The profit and loss report is a for monitoring business activity for business owners, as it shows whether the business is succeeding and also where it is struggling. Investors use profit and loss reports to gauge the financial health of a potential investment, and use it to calculate what kind of return (profit) they are getting on an existing investment.

What makes up the Profit & Loss Statement?

In general, your profit and loss report has 3 sections:

  • Revenue/sales - details of all income from primary business activities (sale of products and services), as well any revenue from secondary activities (e.g. bank interest) and any other financial sources
  • Cost of sales – if selling product, the cost of that product, before any shop or warehouse costs
  • Expenses - details of all expenditure on primary business activities (e.g. premises costs (overheads), labour costs), any secondary expenditure and any other losses during the period.

Here is how it looks –



The top part of the profit and loss report is total sales or revenue. Secondary revenue and other income can be unpredictable, so to grow the business you should focus on your primary sales revenue.

Look at how much sales have risen or fallen since your previous profit and loss report. Then breaking sales figures down into individual products or product lines will help you see which products are performing well and which products need attention.

Aim to increase revenue in the period between each profit and loss report. A pattern of falling revenue shows a business in trouble.

Cost of Sales

Keep an eye on the cost of goods sold (COGS) or simply Cost of Sales – these are the cost of product, or if you manufacture, the direct labour and any raw materials used to produce your goods or services. Also watch for suppliers pushing prices up - try to use your good credit history of paying them, to negotiate a delay in price rise, or request a slightly better price for your loyalty – most businesses will be open to negotiate! Also don’t ignore early payment discounts – eg pay earlier or on-time – it can all add up!



These are the operating expenses. These are the overheads, rent, power, cleaning, insurance and include costs of indirect labour (office staff, etc) and any other costs not directly linked to the production of product or services. Mainly, all the fixed costs to have premises open and running.

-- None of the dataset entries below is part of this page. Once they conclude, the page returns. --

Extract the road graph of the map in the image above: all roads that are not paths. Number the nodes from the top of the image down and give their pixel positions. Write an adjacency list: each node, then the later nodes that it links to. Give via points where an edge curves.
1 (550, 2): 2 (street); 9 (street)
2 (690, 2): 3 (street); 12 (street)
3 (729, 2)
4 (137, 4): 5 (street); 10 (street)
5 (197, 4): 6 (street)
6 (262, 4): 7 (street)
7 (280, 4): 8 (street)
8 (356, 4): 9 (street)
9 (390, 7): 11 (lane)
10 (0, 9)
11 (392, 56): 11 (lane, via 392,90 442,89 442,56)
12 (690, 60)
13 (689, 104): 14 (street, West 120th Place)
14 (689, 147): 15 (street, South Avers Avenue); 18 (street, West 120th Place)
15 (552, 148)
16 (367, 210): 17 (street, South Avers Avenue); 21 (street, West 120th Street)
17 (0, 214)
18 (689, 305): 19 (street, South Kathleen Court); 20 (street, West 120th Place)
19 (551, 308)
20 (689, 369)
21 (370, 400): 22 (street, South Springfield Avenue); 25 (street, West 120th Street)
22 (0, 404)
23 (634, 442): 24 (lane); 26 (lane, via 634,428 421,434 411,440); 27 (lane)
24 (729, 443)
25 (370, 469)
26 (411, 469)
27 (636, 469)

Be on the look-out to reduce expenses wherever possible. A rising figure for material costs could mean you need to find a different supplier, or find more efficient ways to produce your products. Inflation is another factor likely to cause costs to increase across a market over a period of time, so some increase will be inevitable.

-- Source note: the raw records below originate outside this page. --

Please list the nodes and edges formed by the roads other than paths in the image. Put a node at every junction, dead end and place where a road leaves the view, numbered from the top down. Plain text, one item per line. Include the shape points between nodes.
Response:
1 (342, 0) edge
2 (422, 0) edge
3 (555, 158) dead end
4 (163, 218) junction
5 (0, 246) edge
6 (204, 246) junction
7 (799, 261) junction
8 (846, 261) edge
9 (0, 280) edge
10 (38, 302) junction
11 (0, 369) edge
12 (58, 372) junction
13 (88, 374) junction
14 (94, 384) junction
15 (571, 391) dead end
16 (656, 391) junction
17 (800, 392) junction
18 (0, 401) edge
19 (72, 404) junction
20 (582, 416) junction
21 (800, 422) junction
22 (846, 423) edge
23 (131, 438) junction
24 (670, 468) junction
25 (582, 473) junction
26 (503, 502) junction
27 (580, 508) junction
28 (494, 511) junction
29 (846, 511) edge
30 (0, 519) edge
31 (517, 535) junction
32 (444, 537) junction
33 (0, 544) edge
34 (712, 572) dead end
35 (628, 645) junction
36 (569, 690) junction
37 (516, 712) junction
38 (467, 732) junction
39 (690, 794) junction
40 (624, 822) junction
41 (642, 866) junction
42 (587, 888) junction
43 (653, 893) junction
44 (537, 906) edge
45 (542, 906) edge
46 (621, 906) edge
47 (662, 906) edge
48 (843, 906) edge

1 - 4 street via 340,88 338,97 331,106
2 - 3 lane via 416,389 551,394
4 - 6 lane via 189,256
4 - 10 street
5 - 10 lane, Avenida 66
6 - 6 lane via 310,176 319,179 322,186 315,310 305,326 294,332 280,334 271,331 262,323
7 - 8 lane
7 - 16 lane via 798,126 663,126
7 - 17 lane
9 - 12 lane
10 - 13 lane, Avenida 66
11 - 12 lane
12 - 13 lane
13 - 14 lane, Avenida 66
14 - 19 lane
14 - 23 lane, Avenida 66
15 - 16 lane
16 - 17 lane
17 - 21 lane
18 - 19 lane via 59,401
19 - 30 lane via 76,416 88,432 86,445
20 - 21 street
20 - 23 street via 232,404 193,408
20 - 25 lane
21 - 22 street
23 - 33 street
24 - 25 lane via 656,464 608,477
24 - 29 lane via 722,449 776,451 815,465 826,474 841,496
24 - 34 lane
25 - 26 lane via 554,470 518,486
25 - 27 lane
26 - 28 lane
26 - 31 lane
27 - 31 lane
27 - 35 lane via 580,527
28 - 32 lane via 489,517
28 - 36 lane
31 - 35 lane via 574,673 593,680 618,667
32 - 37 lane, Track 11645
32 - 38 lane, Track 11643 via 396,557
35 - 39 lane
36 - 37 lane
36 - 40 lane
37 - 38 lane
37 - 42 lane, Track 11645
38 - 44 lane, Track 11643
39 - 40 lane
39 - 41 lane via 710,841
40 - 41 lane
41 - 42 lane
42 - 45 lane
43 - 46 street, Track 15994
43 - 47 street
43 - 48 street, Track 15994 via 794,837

The operating expenses can be harder to bring down. For example, if rent increases it may not be practical to move to cheaper premises, or the move itself may cost more than the increase in rent. Labour costs can also be complicated, as you cannot usually bring down your wage bill without reducing the number of employees (which may not be possible or desirable) and will usually affect the business flow. Also check your profit and loss report for any sudden or unexpected spikes in costs, as well as gradual increases over time (due to factors such as inflation and annual employee pay rises).

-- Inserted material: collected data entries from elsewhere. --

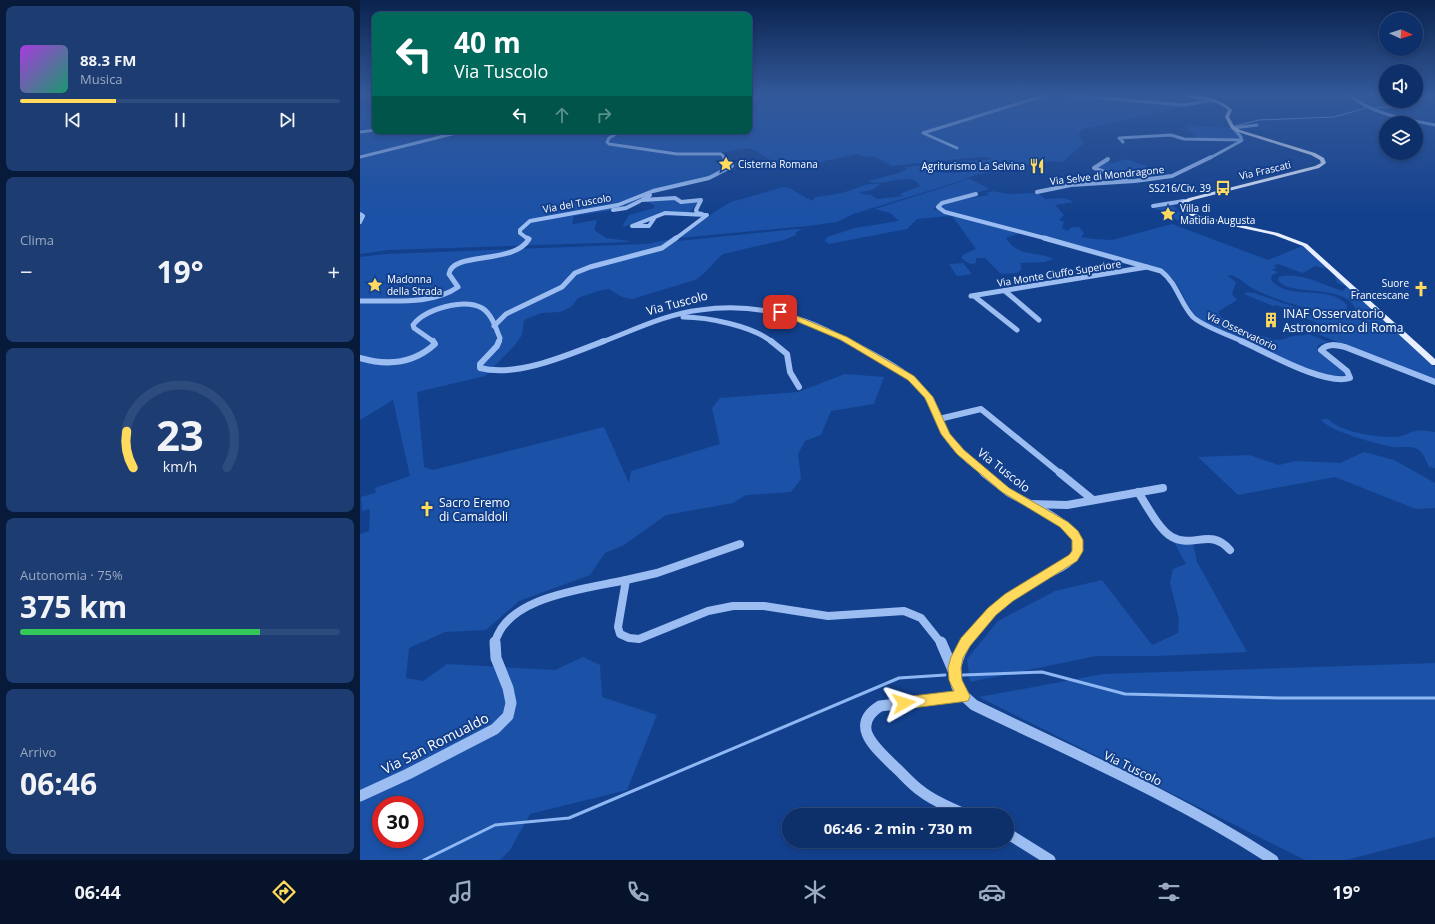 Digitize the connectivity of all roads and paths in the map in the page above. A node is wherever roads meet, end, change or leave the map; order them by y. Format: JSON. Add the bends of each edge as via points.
{"nodes":[{"id":1,"x":447,"y":135,"type":"edge"},
{"id":2,"x":614,"y":135,"type":"edge"},
{"id":3,"x":928,"y":135,"type":"edge"},
{"id":4,"x":1168,"y":135,"type":"edge"},
{"id":5,"x":1170,"y":135,"type":"edge"},
{"id":6,"x":1239,"y":135,"type":"edge"},
{"id":7,"x":1251,"y":135,"type":"edge"},
{"id":8,"x":1242,"y":140,"type":"junction"},
{"id":9,"x":1123,"y":142,"type":"dead end"},
{"id":10,"x":957,"y":148,"type":"dead end"},
{"id":11,"x":360,"y":157,"type":"edge"},
{"id":12,"x":1108,"y":158,"type":"dead end"},
{"id":13,"x":1128,"y":181,"type":"junction"},
{"id":14,"x":653,"y":191,"type":"junction"},
{"id":15,"x":665,"y":191,"type":"dead end"},
{"id":16,"x":1037,"y":192,"type":"dead end"},
{"id":17,"x":976,"y":194,"type":"dead end"},
{"id":18,"x":644,"y":200,"type":"junction"},
{"id":19,"x":1184,"y":201,"type":"junction"},
{"id":20,"x":1153,"y":206,"type":"dead end"},
{"id":21,"x":360,"y":214,"type":"edge"},
{"id":22,"x":707,"y":215,"type":"junction"},
{"id":23,"x":655,"y":216,"type":"junction"},
{"id":24,"x":575,"y":217,"type":"dead end"},
{"id":25,"x":360,"y":222,"type":"edge"},
{"id":26,"x":1150,"y":267,"type":"junction"},
{"id":27,"x":1005,"y":290,"type":"junction"},
{"id":28,"x":361,"y":301,"type":"edge"},
{"id":29,"x":659,"y":320,"type":"junction"},
{"id":30,"x":1039,"y":320,"type":"dead end"},
{"id":31,"x":494,"y":326,"type":"junction"},
{"id":32,"x":1017,"y":330,"type":"dead end"},
{"id":33,"x":360,"y":358,"type":"edge"},
{"id":34,"x":1435,"y":363,"type":"edge"},
{"id":35,"x":1435,"y":382,"type":"edge"},
{"id":36,"x":799,"y":386,"type":"dead end"},
{"id":37,"x":939,"y":419,"type":"junction"},
{"id":38,"x":1163,"y":488,"type":"dead end"},
{"id":39,"x":1138,"y":492,"type":"junction"},
{"id":40,"x":1093,"y":500,"type":"junction"},
{"id":41,"x":1026,"y":503,"type":"junction"},
{"id":42,"x":740,"y":544,"type":"dead end"},
{"id":43,"x":1230,"y":550,"type":"dead end"},
{"id":44,"x":626,"y":580,"type":"junction"},
{"id":45,"x":954,"y":672,"type":"junction"},
{"id":46,"x":963,"y":696,"type":"junction"},
{"id":47,"x":360,"y":796,"type":"edge"},
{"id":48,"x":951,"y":808,"type":"edge"},
{"id":49,"x":1014,"y":837,"type":"edge"},
{"id":50,"x":1050,"y":860,"type":"edge"},
{"id":51,"x":1273,"y":860,"type":"edge"}],
"edges":[{"from":1,"to":11,"type":"street"},
{"from":2,"to":14,"type":"street","name":"Via del Tuscolo","via":[[609,138],[609,144],[677,154],[721,154],[732,166],[710,178]]},
{"from":3,"to":10,"type":"street"},
{"from":4,"to":9,"type":"street","via":[[1119,138]]},
{"from":5,"to":8,"type":"street","via":[[1182,139]]},
{"from":6,"to":8,"type":"street"},
{"from":7,"to":19,"type":"main road","name":"Via Frascati","via":[[1316,155],[1324,164]]},
{"from":8,"to":13,"type":"street","name":"Via Selve di Mondragone","via":[[1179,173]]},
{"from":12,"to":13,"type":"street","via":[[1094,168]]},
{"from":13,"to":16,"type":"street","name":"Via Selve di Mondragone","via":[[1071,185]]},
{"from":14,"to":18,"type":"street"},
{"from":14,"to":28,"type":"street","name":"Via del Tuscolo","via":[[612,207],[526,223],[520,230],[520,233],[529,239],[524,247],[508,254],[465,261],[451,268],[450,278],[458,287],[445,296]]},
{"from":15,"to":18,"type":"street"},
{"from":17,"to":26,"type":"street","name":"Via Osservatorio","via":[[942,203],[938,208]]},
{"from":18,"to":22,"type":"street","via":[[701,200],[696,211]]},
{"from":18,"to":24,"type":"street","via":[[626,208]]},
{"from":19,"to":20,"type":"street","name":"Via Frascati"},
{"from":19,"to":34,"type":"main road","via":[[1181,207],[1195,216],[1276,234],[1307,246]]},
{"from":21,"to":25,"type":"street","via":[[363,216]]},
{"from":22,"to":23,"type":"street","via":[[670,213]]},
{"from":22,"to":31,"type":"street","via":[[662,248],[575,273],[562,287],[506,314]]},
{"from":23,"to":23,"type":"street","via":[[634,224],[632,226],[649,226]]},
{"from":26,"to":27,"type":"street","name":"Via Monte Ciuffo Superiore"},
{"from":26,"to":35,"type":"street","name":"Via Osservatorio","via":[[1170,278],[1188,310],[1198,321],[1317,375],[1340,380],[1350,378],[1347,371],[1321,350],[1323,346],[1334,345]]},
{"from":27,"to":30,"type":"street"},
{"from":27,"to":32,"type":"street","name":"Via Monte Ciuffo Superiore","via":[[972,296]]},
{"from":29,"to":31,"type":"street","name":"Via Tuscolo","via":[[565,355],[506,370],[484,372],[480,364],[500,341]]},
{"from":29,"to":36,"type":"street","via":[[696,316],[763,336],[787,354],[790,372]]},
{"from":29,"to":37,"type":"street","name":"Via Tuscolo","via":[[719,306],[757,307],[787,314],[844,338],[908,376],[925,391]]},
{"from":31,"to":33,"type":"street","via":[[485,311],[478,307],[463,305],[436,310],[422,315],[413,324],[416,330],[433,338],[435,344],[422,355],[396,362]]},
{"from":37,"to":40,"type":"street","via":[[981,409]]},
{"from":37,"to":41,"type":"street","name":"Via Tuscolo","via":[[948,438],[961,452],[1005,490]]},
{"from":38,"to":39,"type":"street"},
{"from":39,"to":40,"type":"street"},
{"from":39,"to":43,"type":"street","via":[[1172,536],[1183,539],[1216,538],[1224,542]]},
{"from":40,"to":41,"type":"street","via":[[1058,505]]},
{"from":41,"to":45,"type":"street","name":"Via Tuscolo","via":[[1054,518],[1072,532],[1078,540],[1078,551],[1066,564],[1030,583],[992,612],[962,647]]},
{"from":42,"to":44,"type":"street","name":"Via San Romualdo","via":[[657,573]]},
{"from":44,"to":45,"type":"street","via":[[618,627],[620,634],[629,638],[642,638],[708,611],[733,606],[764,606],[834,617],[904,611],[916,614],[925,622],[946,652]]},
{"from":44,"to":47,"type":"street","name":"Via San Romualdo","via":[[548,600],[514,613],[497,632],[494,642],[496,659],[511,702],[511,710],[505,721],[495,729]]},
{"from":45,"to":46,"type":"street","via":[[957,686]]},
{"from":46,"to":48,"type":"street","via":[[880,706],[870,715],[865,728],[871,742],[913,785],[933,800]]},
{"from":46,"to":51,"type":"street","name":"Via Tuscolo","via":[[974,705],[1208,820]]},
{"from":49,"to":50,"type":"street"}]}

Key parts of the P&L Statement

From the profit and loss report, look for these important sections to explain your business's profitability and also COMPARE them to the last reporting period:

  • Gross profit = revenue – cost of goods sold
    This is the difference between total sales and the cost of producing the goods or services you sell. It is an indicator of overall production efficiency and a key figure for setting prices and sales targets;
  • Gross profit margin (%) = (gross profit ÷ revenue) x 100
    Shows what proportion of gross profit you keep from each dollar of revenue generated (eg. 60% gross profit margin means you keep a gross profit of $0.60 for every $1.00 of revenue generated);
  • Operating profit = gross profit – operating expenses
    This is the profit generated after overheads. It does not include expenses from interest or taxes (often called 'earnings before interest and tax' or EBIT);
  • Net profit = operating profit – (taxes + interest)
    Also known as the 'bottom line', net profit is the total amount earned (or lost) after paying all expenses including interest and tax.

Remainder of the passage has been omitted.